Chiedere a Cuba misure “comuniste”, indipendentemente dallo sviluppo delle società e della produzione nel resto del pianeta è assurdo. La Rivoluzione cubana, intanto, ha saputo mantenere e sviluppare la possibilità di un comunismo “impossibile”, e questo chiama in causa la responsabilità, il ruolo e la capacità di incidere sulla realtà dei rivoluzionari di tutto il mondo.

 

Certo che oggi, nella società cubana, esistono contraddizioni di ogni genere, del resto sempre riconosciute dai rivoluzionari stessi, oltre che definite con spietata chiarezza nel Rapporto di Raùl Castro..

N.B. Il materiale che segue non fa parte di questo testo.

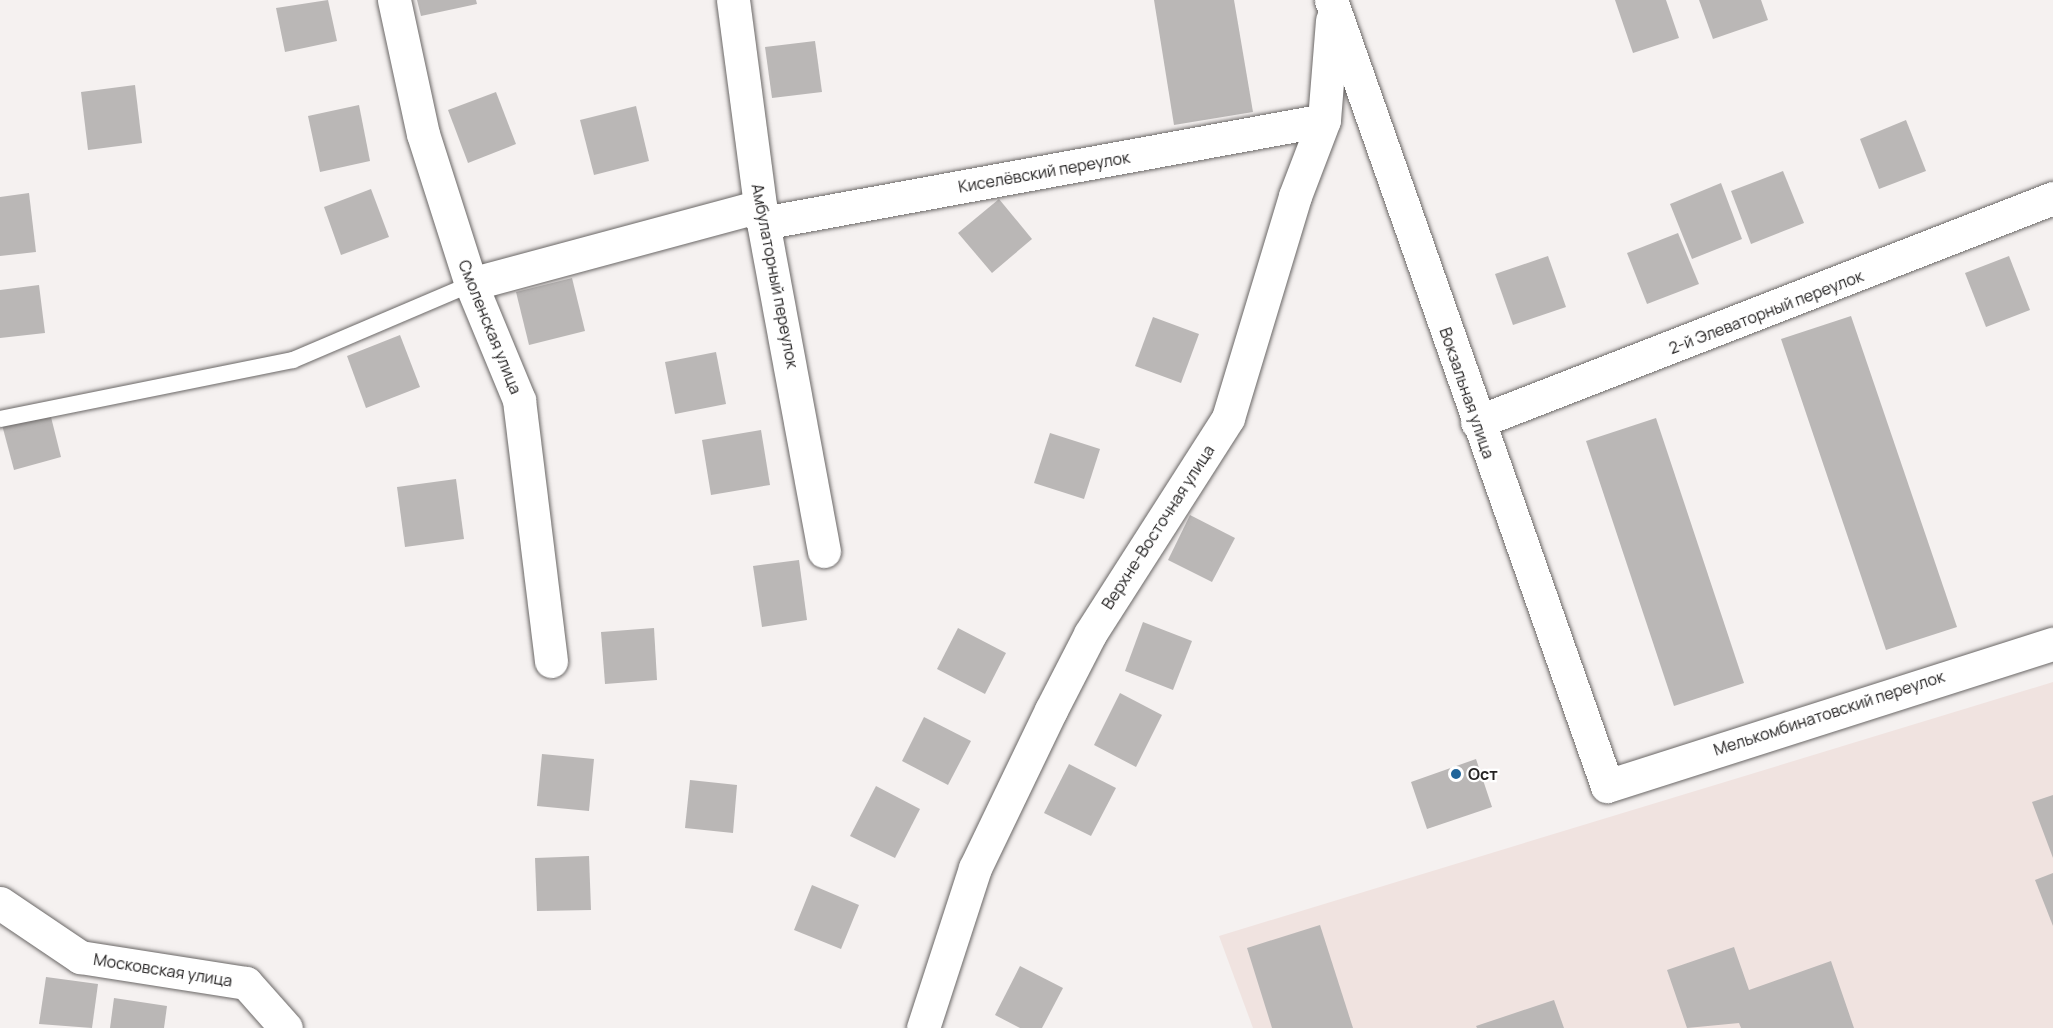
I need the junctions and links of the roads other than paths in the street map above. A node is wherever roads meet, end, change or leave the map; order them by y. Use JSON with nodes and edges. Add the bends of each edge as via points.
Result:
{"nodes":[{"id":1,"x":394,"y":0,"type":"edge"},
{"id":2,"x":733,"y":0,"type":"edge"},
{"id":3,"x":1338,"y":2,"type":"edge"},
{"id":4,"x":1324,"y":120,"type":"junction"},
{"id":5,"x":2053,"y":198,"type":"edge"},
{"id":6,"x":762,"y":215,"type":"junction"},
{"id":7,"x":471,"y":284,"type":"junction"},
{"id":8,"x":0,"y":419,"type":"edge"},
{"id":9,"x":1477,"y":422,"type":"junction"},
{"id":10,"x":824,"y":551,"type":"dead end"},
{"id":11,"x":2053,"y":644,"type":"edge"},
{"id":12,"x":551,"y":661,"type":"dead end"},
{"id":13,"x":1606,"y":786,"type":"joint"},
{"id":14,"x":0,"y":903,"type":"edge"},
{"id":15,"x":286,"y":1028,"type":"edge"},
{"id":16,"x":923,"y":1028,"type":"edge"}],
"edges":[{"from":1,"to":7,"type":"street","name":"Смоленская улица","via":[[423,134]]},
{"from":2,"to":6,"type":"street","name":"Амбулаторный переулок"},
{"from":3,"to":4,"type":"street","name":"Верхне-Восточная улица"},
{"from":3,"to":9,"type":"street","name":"Вокзальная улица"},
{"from":4,"to":6,"type":"street","name":"Киселёвский переулок"},
{"from":4,"to":16,"type":"street","name":"Верхне-Восточная улица","via":[[1295,196],[1228,418],[1090,634],[1051,710],[975,868]]},
{"from":5,"to":9,"type":"street","name":"2-й Элеваторный переулок"},
{"from":6,"to":7,"type":"street","name":"Киселёвский переулок"},
{"from":6,"to":10,"type":"street","name":"Амбулаторный переулок"},
{"from":7,"to":8,"type":"lane","via":[[293,360]]},
{"from":7,"to":12,"type":"street","name":"Смоленская улица","via":[[519,400]]},
{"from":9,"to":13,"type":"street","name":"Вокзальная улица"},
{"from":11,"to":13,"type":"street","name":"Мелькомбинатовский переулок"},
{"from":14,"to":15,"type":"street","name":"Московская улица","via":[[80,957],[246,983]]}]}
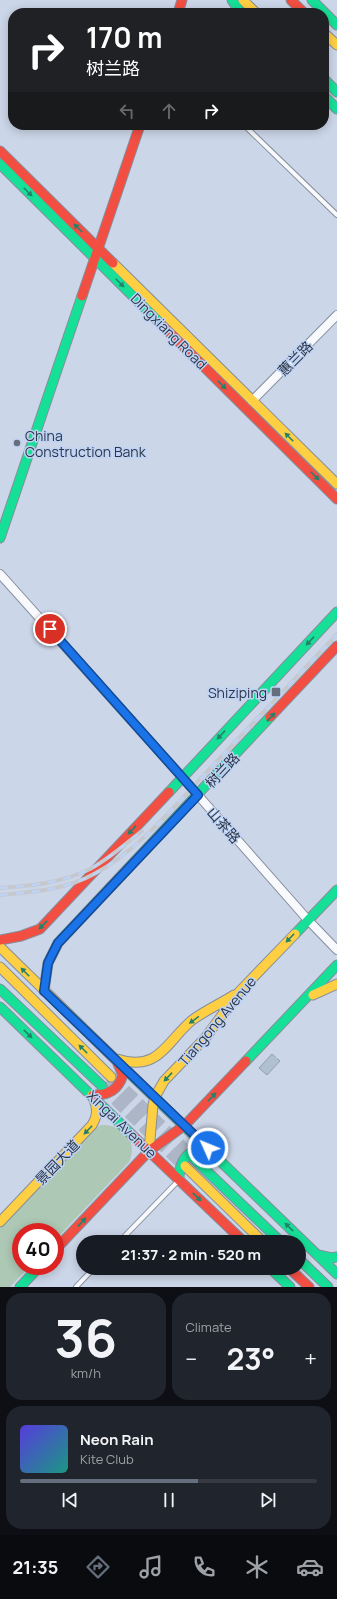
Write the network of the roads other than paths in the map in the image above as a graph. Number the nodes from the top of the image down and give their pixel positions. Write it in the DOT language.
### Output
graph roads {
  1 [pos="243,0"];
  2 [pos="291,0"];
  3 [pos="312,0"];
  4 [pos="251,8"];
  5 [pos="299,8"];
  6 [pos="320,8"];
  7 [pos="329,17"];
  8 [pos="337,25"];
  9 [pos="329,37"];
  10 [pos="337,45"];
  11 [pos="329,85"];
  12 [pos="337,92"];
  13 [pos="329,101"];
  14 [pos="337,109"];
  15 [pos="138,130"];
  16 [pos="249,130"];
  17 [pos="0,151"];
  18 [pos="0,164"];
  19 [pos="337,215"];
  20 [pos="98,248"];
  21 [pos="95,258"];
  22 [pos="337,315"];
  23 [pos="252,401"];
  24 [pos="337,484"];
  25 [pos="337,498"];
  26 [pos="0,538"];
  27 [pos="0,574"];
  28 [pos="337,612"];
  29 [pos="337,646"];
  30 [pos="182,777"];
  31 [pos="198,795"];
  32 [pos="337,890"];
  33 [pos="308,920"];
  34 [pos="0,940"];
  35 [pos="0,947"];
  36 [pos="337,950"];
  37 [pos="337,965"];
  38 [pos="0,967"];
  39 [pos="337,984"];
  40 [pos="0,989"];
  41 [pos="44,991"];
  42 [pos="239,992"];
  43 [pos="303,1001"];
  44 [pos="0,1007"];
  45 [pos="112,1057"];
  46 [pos="111,1077"];
  47 [pos="102,1086"];
  48 [pos="92,1095"];
  49 [pos="155,1097"];
  50 [pos="185,1125"];
  51 [pos="208,1148"];
  52 [pos="149,1151"];
  53 [pos="193,1158"];
  54 [pos="185,1166"];
  55 [pos="179,1179"];
  56 [pos="0,1222"];
  57 [pos="126,1235"];
  58 [pos="237,1235"];
  59 [pos="255,1235"];
  60 [pos="274,1235"];
  61 [pos="64,1241"];
  62 [pos="318,1255"];
  63 [pos="337,1257"];
  64 [pos="306,1266"];
  65 [pos="337,1274"];
  66 [pos="31,1275"];
  67 [pos="87,1275"];
  68 [pos="277,1275"];
  69 [pos="296,1275"];
  70 [pos="20,1287"];
  71 [pos="76,1287"];
  72 [pos="290,1287"];
  73 [pos="309,1287"];
  74 [pos="328,1287"];
  1 -- 4 [label="street"];
  2 -- 5 [label="street"];
  3 -- 6 [label="street"];
  7 -- 8 [label="street"];
  9 -- 10 [label="street"];
  11 -- 12 [label="street"];
  13 -- 14 [label="street"];
  15 -- 20 [label="street"];
  16 -- 19 [label="lane"];
  20 -- 17 [label="street, Dingxiang Road, one-way"];
  18 -- 21 [label="street, Dingxiang Road, one-way"];
  20 -- 21 [label="street"];
  20 -- 23 [label="street, Dingxiang Road"];
  21 -- 25 [label="street, Dingxiang Road, one-way"];
  21 -- 26 [label="street"];
  22 -- 23 [label="street, 蕙兰路"];
  24 -- 23 [label="street, Dingxiang Road, one-way"];
  27 -- 30 [label="street, 山茶路"];
  28 -- 30 [label="street, one-way"];
  31 -- 29 [label="street, 树兰路, one-way"];
  30 -- 31 [label="street, 山茶路"];
  30 -- 34 [label="street, one-way"];
  31 -- 33 [label="street, 山茶路"];
  31 -- 41 [label="street, 树兰路"];
  32 -- 33 [label="street, Tiangong Avenue"];
  33 -- 36 [label="street, 山茶路"];
  33 -- 42 [label="street, Tiangong Avenue, one-way"];
  41 -- 35 [label="street, one-way"];
  37 -- 43 [label="street"];
  46 -- 38 [label="street, Xingai Avenue, one-way"];
  39 -- 43 [label="street"];
  40 -- 47 [label="street, Xingai Avenue"];
  41 -- 45 [label="street"];
  42 -- 45 [label="street, one-way"];
  42 -- 49 [label="street, Tiangong Avenue, one-way"];
  50 -- 43 [label="street, one-way"];
  44 -- 48 [label="street, Xingai Avenue, one-way"];
  45 -- 48 [label="street"];
  45 -- 49 [label="street"];
  48 -- 52 [label="street, Xingai Avenue"];
  48 -- 56 [label="street, 景园大道, one-way"];
  49 -- 50 [label="street"];
  49 -- 52 [label="street, Tiangong Avenue"];
  50 -- 51 [label="street"];
  50 -- 52 [label="street"];
  51 -- 55 [label="street"];
  62 -- 51 [label="street, one-way"];
  52 -- 55 [label="street, Xingai Avenue"];
  61 -- 52 [label="street, one-way"];
  53 -- 60 [label="street"];
  54 -- 59 [label="street"];
  55 -- 57 [label="lane"];
  55 -- 58 [label="street, Xingai Avenue, one-way"];
  62 -- 63 [label="street"];
  62 -- 65 [label="street"];
  64 -- 74 [label="street"];
  66 -- 70 [label="street"];
  67 -- 71 [label="lane"];
  68 -- 72 [label="street"];
  69 -- 73 [label="street"];
}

La scarsezza materiale di beni (al di là degli effetti di quel continuo, ormai cinquantennale, atto di guerra che è il bloqueo), la necessità di una vita materiale accettabile per l’insieme della popolazione, la possibilità di dare uno sbocco ad una popolazione in maggioranza giovane e con un alto livello culturale, il protagonismo effettivo del popolo rivoluzionario, in altre parole lo sviluppo dell’iniziativa economica e politica: queste sono le sfide che affronta oggi la Rivoluzione cubana e il dibattito sui Lineamenti a noi sembra un primo, importantissimo passo in questa direzione.

Ci fermiamo qui nella nostra premessa ed invitiamo tutti i compagni a leggere il “Rapporto centrale al VI° Congresso”, che pubblichiamo integralmente perchè ognuno possa farsi un’idea e trarne le debite conseguenze.

 

(*) Centro di Iniziativa Proletaria “G.Tagarelli”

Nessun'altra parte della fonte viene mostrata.